[Stored data]
--- START ---
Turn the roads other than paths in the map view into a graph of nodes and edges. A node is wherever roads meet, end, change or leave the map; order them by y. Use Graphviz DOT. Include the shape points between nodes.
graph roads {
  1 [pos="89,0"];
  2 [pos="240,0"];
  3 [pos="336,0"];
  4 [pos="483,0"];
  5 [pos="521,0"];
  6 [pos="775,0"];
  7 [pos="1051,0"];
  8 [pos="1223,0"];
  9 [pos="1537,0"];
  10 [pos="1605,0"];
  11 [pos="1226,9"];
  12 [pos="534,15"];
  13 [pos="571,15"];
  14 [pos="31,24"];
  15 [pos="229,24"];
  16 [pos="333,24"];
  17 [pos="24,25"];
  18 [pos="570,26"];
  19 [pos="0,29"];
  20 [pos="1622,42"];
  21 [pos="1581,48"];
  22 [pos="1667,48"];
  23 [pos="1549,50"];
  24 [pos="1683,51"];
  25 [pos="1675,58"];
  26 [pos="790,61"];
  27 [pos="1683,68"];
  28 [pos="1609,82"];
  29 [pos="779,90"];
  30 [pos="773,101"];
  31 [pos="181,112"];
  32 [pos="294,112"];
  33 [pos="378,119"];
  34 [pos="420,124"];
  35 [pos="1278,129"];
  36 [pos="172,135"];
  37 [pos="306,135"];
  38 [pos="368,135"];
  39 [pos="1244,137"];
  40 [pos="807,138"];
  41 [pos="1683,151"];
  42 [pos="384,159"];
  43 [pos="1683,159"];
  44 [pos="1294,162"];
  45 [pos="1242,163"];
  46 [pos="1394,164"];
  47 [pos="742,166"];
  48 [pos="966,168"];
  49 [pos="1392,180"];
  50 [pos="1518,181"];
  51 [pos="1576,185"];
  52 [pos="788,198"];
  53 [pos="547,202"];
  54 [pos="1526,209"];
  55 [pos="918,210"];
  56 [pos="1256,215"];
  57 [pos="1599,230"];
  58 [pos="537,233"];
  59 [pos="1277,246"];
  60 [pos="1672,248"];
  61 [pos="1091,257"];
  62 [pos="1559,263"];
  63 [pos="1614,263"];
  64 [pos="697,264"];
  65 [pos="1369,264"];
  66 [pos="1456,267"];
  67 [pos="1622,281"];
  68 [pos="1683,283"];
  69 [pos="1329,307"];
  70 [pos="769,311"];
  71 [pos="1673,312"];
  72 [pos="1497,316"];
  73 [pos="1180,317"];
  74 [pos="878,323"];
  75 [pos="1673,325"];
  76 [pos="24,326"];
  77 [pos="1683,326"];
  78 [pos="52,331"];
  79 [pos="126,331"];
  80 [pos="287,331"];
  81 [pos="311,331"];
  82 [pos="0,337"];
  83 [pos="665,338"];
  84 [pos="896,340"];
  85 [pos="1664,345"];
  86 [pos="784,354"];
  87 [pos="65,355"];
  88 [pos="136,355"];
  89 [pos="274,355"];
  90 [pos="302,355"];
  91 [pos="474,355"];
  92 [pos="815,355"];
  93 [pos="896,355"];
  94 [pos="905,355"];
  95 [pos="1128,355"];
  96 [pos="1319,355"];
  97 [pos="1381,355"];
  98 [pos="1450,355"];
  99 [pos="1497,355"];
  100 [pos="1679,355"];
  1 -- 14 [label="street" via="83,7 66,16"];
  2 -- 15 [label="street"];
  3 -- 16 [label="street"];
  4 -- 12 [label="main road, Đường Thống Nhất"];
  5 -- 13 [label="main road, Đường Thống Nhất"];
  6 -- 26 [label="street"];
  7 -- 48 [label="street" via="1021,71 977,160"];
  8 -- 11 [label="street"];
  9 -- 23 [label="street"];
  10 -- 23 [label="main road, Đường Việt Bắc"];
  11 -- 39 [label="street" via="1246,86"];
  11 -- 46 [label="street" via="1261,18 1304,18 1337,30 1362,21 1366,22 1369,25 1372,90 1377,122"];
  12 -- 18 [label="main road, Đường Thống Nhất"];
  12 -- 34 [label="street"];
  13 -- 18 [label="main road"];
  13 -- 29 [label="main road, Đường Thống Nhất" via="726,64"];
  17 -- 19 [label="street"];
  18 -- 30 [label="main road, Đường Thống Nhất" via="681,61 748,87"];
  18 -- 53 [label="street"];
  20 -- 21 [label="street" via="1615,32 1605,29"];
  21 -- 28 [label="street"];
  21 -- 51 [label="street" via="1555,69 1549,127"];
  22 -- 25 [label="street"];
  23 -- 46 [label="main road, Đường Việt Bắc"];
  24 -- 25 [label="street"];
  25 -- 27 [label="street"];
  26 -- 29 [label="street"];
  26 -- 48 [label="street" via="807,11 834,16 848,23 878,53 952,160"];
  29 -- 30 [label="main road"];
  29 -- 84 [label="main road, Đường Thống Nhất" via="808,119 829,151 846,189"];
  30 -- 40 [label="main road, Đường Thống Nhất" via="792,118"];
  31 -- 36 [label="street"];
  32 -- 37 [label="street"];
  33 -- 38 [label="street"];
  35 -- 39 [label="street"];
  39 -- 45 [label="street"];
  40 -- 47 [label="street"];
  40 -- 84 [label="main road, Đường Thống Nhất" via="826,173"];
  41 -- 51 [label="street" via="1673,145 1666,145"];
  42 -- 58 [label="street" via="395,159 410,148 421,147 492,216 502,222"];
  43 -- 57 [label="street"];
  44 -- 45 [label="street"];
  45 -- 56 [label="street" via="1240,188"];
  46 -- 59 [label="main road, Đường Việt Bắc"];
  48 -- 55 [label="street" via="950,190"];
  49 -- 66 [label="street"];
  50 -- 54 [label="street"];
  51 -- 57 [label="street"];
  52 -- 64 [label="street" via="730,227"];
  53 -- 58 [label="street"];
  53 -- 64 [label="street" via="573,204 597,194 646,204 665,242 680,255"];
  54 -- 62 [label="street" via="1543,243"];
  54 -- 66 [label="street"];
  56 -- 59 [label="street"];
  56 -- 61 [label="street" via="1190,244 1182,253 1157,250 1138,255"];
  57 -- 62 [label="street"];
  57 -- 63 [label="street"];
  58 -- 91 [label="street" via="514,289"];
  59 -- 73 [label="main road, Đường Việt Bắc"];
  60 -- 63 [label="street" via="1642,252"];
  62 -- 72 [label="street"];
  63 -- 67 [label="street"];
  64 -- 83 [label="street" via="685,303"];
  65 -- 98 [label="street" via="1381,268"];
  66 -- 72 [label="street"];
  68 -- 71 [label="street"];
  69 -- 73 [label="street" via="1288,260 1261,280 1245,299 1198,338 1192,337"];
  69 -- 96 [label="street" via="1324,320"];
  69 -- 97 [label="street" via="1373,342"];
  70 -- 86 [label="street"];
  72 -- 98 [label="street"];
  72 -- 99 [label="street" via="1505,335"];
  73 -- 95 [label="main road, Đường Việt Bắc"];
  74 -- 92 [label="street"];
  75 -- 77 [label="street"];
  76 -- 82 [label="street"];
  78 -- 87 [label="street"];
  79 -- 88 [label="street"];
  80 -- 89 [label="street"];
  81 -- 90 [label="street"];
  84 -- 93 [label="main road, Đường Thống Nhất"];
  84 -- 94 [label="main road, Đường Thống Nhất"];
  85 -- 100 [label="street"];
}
--- END ---
■ What is being asked
If a line in the entries contains "roads", copy it.

■ Result of the exercise
Turn the roads other than paths in the map view into a graph of nodes and edges. A node is wherever roads meet, end, change or leave the map; order them by y. Use Graphviz DOT. Include the shape points between nodes.
graph roads {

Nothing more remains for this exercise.